**What this task involves**
Go through the data line by line. Copy each one holding the string "function".

(Stored items)
_ _ _ _

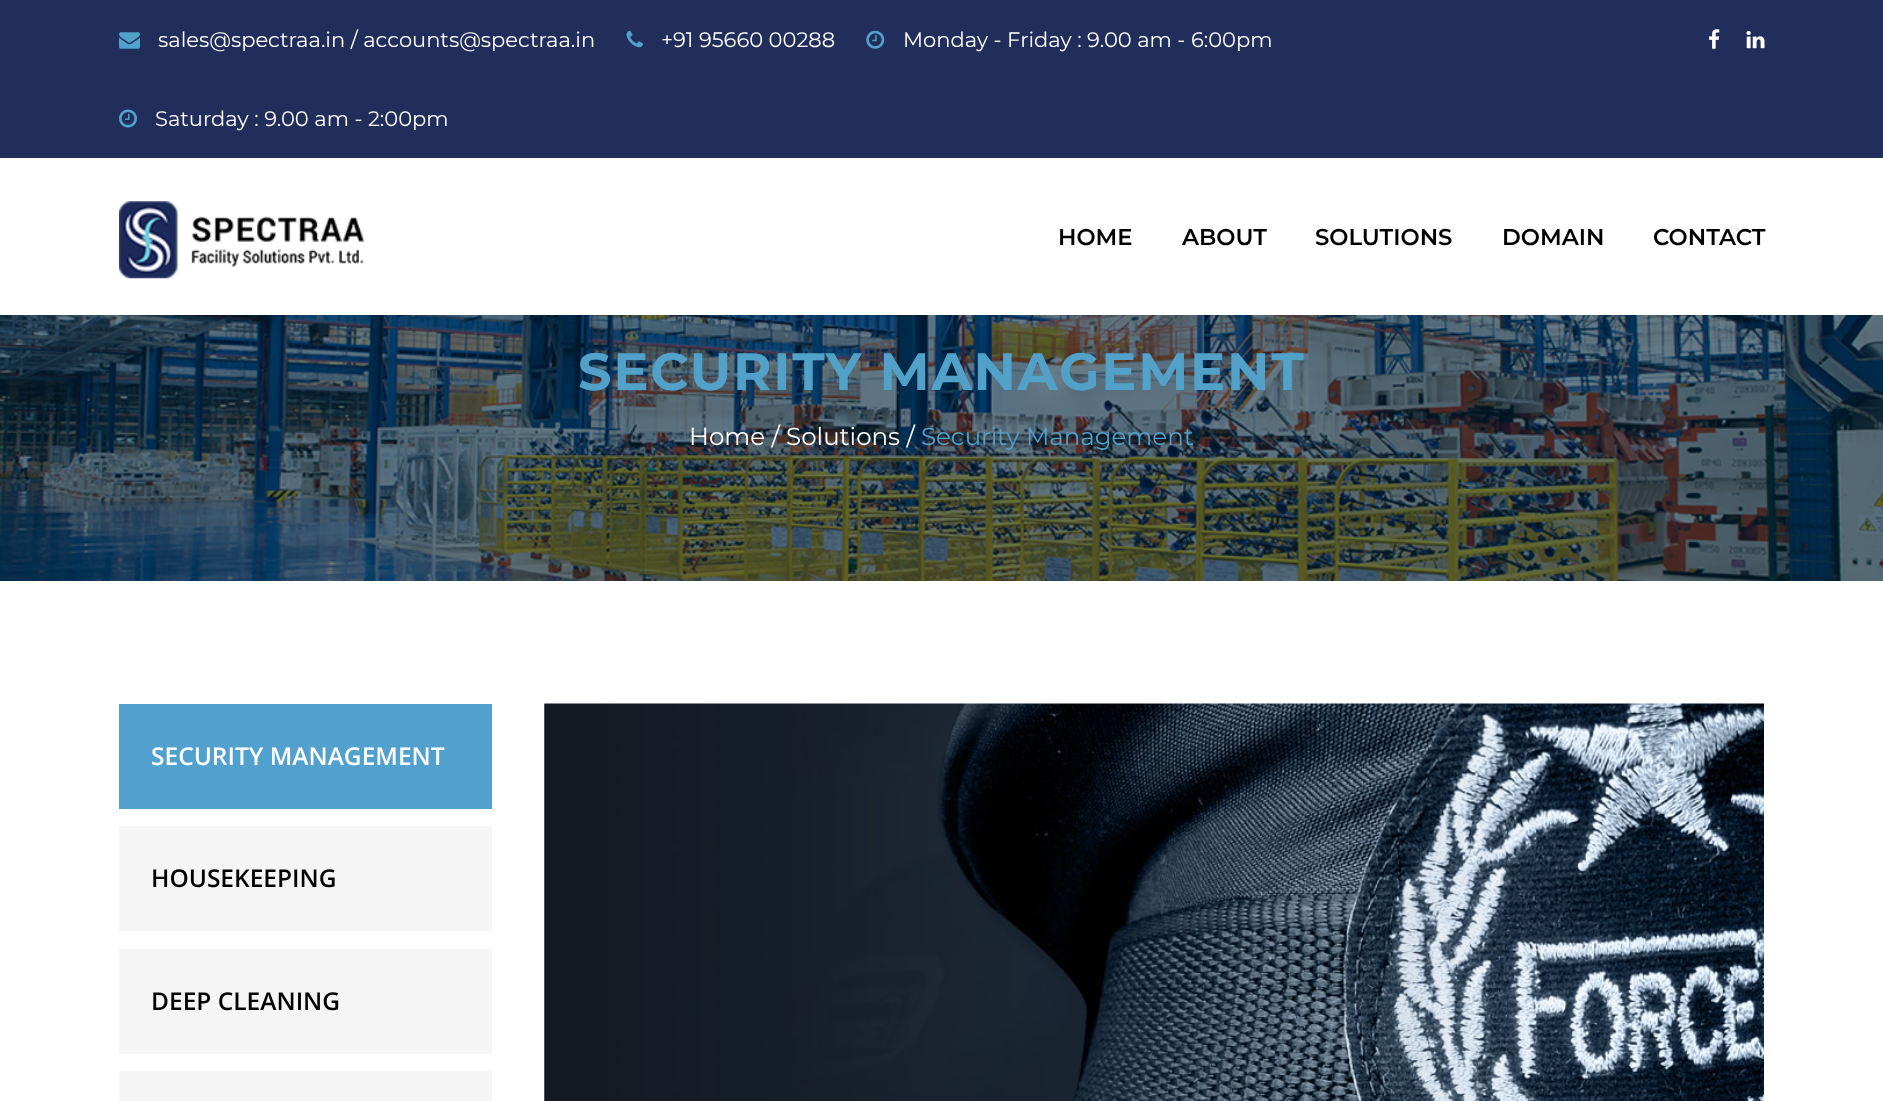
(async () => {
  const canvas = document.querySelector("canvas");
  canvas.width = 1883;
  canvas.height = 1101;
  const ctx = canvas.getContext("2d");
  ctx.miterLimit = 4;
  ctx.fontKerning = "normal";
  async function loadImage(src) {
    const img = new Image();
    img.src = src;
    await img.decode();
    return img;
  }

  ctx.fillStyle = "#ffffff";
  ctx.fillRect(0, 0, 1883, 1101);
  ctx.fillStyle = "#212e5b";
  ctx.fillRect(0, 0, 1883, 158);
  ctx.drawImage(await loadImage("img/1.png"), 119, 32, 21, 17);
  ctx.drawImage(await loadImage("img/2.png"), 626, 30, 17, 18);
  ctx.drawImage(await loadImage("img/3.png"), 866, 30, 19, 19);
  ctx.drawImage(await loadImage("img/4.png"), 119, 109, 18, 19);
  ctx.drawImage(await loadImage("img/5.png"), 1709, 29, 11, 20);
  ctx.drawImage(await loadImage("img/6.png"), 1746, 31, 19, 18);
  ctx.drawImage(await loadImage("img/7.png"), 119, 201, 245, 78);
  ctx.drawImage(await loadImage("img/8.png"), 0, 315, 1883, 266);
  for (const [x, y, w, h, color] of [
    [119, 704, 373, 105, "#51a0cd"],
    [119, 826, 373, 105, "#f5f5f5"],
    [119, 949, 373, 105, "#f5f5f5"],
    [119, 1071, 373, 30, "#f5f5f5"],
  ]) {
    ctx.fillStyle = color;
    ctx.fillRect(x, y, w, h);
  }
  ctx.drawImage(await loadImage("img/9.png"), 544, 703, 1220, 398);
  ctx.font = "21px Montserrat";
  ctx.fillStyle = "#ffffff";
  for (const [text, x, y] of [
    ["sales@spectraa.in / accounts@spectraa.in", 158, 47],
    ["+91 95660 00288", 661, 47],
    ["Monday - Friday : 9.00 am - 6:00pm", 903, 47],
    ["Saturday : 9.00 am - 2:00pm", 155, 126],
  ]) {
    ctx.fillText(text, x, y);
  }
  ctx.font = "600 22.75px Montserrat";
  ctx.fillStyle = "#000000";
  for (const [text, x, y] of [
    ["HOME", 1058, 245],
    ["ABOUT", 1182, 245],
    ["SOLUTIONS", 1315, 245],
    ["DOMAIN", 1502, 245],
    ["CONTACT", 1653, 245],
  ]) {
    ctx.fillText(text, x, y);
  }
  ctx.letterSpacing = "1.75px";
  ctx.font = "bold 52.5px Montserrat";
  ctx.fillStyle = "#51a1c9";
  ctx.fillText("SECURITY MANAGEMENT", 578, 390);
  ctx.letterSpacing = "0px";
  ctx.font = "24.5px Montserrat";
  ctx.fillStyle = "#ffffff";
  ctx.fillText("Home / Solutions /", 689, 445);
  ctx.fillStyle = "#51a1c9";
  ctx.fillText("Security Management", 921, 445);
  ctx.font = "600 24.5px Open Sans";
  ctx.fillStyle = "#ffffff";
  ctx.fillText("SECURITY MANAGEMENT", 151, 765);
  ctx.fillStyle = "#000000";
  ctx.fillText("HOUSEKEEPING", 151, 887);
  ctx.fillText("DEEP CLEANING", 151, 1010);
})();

_ _ _ _

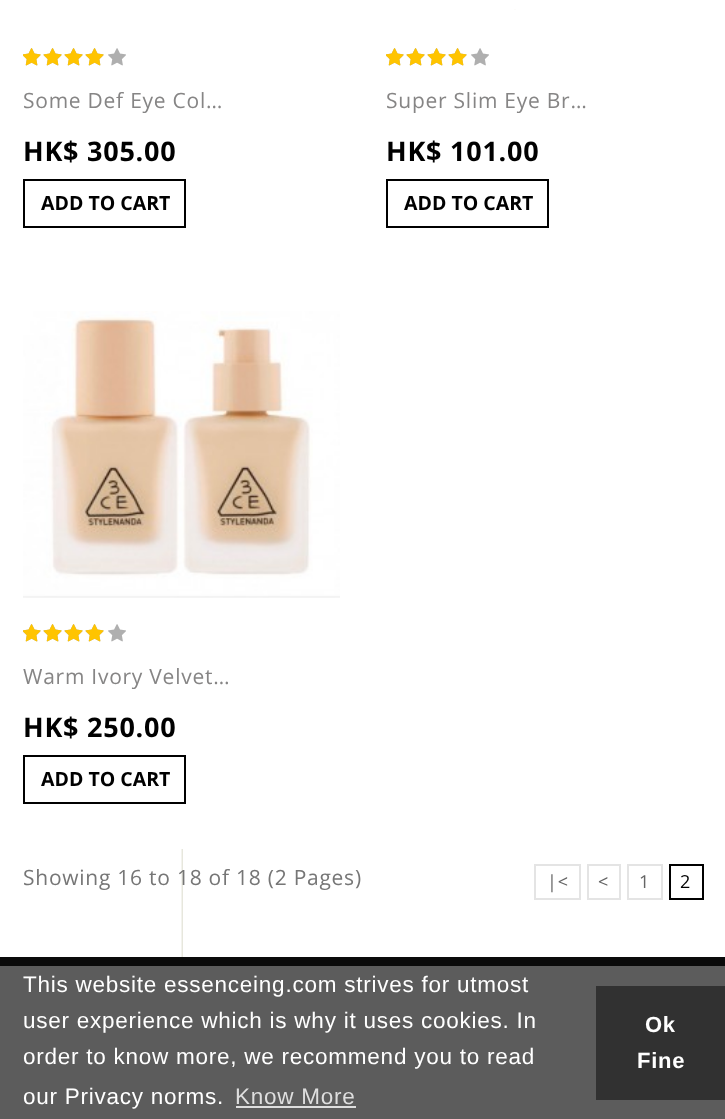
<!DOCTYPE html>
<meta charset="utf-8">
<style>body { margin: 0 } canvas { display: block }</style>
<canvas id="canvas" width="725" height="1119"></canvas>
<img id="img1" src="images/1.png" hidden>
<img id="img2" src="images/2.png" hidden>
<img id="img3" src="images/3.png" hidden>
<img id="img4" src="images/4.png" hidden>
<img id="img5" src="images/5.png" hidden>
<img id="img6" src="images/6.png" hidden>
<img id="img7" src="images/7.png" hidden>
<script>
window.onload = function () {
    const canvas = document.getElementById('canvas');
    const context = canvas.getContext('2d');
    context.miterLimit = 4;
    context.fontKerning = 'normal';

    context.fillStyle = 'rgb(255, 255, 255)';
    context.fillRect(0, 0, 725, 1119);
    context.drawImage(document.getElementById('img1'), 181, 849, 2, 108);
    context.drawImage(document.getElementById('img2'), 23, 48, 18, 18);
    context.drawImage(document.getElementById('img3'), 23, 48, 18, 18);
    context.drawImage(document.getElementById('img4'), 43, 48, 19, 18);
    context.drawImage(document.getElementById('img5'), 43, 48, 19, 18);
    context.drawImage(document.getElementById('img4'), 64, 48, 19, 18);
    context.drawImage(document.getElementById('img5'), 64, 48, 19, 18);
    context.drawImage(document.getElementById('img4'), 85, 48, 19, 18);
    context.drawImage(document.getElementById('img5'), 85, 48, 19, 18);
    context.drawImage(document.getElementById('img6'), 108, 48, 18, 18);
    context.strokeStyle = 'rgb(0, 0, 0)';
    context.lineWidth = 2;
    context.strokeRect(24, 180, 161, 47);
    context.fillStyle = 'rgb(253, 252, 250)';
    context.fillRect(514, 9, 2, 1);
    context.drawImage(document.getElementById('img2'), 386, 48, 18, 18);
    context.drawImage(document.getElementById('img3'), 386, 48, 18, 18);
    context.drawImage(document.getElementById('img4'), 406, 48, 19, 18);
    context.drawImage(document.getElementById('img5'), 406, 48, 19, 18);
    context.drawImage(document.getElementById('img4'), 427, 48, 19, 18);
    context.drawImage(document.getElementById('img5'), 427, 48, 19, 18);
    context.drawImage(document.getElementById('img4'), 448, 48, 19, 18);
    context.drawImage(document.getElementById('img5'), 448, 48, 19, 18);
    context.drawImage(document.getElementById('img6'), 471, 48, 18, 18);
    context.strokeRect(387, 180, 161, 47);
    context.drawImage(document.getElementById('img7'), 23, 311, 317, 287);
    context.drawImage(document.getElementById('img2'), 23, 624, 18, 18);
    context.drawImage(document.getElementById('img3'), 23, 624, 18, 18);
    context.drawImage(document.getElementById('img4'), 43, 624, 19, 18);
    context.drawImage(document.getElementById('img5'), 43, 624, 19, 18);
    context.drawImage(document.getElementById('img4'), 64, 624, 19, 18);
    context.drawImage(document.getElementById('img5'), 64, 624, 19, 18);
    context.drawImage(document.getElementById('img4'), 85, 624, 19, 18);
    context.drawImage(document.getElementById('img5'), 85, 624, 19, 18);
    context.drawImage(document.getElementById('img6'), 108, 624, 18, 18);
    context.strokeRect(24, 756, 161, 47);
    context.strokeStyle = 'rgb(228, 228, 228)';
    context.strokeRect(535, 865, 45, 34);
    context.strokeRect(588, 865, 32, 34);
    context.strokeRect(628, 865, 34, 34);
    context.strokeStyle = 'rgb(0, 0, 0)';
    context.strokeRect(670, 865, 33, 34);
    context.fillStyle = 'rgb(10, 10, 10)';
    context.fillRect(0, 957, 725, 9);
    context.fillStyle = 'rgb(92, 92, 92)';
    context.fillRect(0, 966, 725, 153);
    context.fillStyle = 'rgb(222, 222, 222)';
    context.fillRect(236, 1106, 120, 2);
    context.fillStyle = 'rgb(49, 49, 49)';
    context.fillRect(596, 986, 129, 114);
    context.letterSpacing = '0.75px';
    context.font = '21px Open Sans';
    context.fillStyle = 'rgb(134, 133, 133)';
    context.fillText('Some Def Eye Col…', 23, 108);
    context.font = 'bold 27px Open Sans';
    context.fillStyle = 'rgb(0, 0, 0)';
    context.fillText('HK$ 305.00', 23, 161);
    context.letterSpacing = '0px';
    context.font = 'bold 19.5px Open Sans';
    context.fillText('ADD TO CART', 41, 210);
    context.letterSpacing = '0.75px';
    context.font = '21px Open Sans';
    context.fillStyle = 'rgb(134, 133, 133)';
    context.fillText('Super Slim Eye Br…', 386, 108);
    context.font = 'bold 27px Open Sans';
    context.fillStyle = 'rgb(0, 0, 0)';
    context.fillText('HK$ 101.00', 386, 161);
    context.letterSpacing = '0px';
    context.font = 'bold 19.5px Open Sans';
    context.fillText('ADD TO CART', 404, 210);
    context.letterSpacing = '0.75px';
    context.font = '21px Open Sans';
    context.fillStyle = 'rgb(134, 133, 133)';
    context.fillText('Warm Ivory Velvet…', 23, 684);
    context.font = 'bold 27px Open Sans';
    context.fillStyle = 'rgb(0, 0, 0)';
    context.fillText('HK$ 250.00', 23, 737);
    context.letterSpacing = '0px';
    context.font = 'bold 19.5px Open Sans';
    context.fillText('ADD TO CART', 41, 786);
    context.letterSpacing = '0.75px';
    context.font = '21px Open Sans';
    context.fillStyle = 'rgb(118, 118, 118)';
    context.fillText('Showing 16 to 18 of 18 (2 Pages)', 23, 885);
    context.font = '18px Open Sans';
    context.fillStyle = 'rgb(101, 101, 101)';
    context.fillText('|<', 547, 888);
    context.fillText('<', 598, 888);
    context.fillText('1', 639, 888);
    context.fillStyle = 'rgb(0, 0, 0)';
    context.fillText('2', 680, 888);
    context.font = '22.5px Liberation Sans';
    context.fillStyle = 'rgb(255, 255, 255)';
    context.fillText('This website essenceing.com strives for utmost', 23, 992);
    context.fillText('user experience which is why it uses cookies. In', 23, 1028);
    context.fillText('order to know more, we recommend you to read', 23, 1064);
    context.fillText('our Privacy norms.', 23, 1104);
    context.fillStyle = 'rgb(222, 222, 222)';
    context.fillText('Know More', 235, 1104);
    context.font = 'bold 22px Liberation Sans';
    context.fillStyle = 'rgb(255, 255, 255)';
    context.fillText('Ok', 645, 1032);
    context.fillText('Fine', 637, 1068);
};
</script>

_ _ _ _

**Written reply**
  async function loadImage(src) {
window.onload = function () {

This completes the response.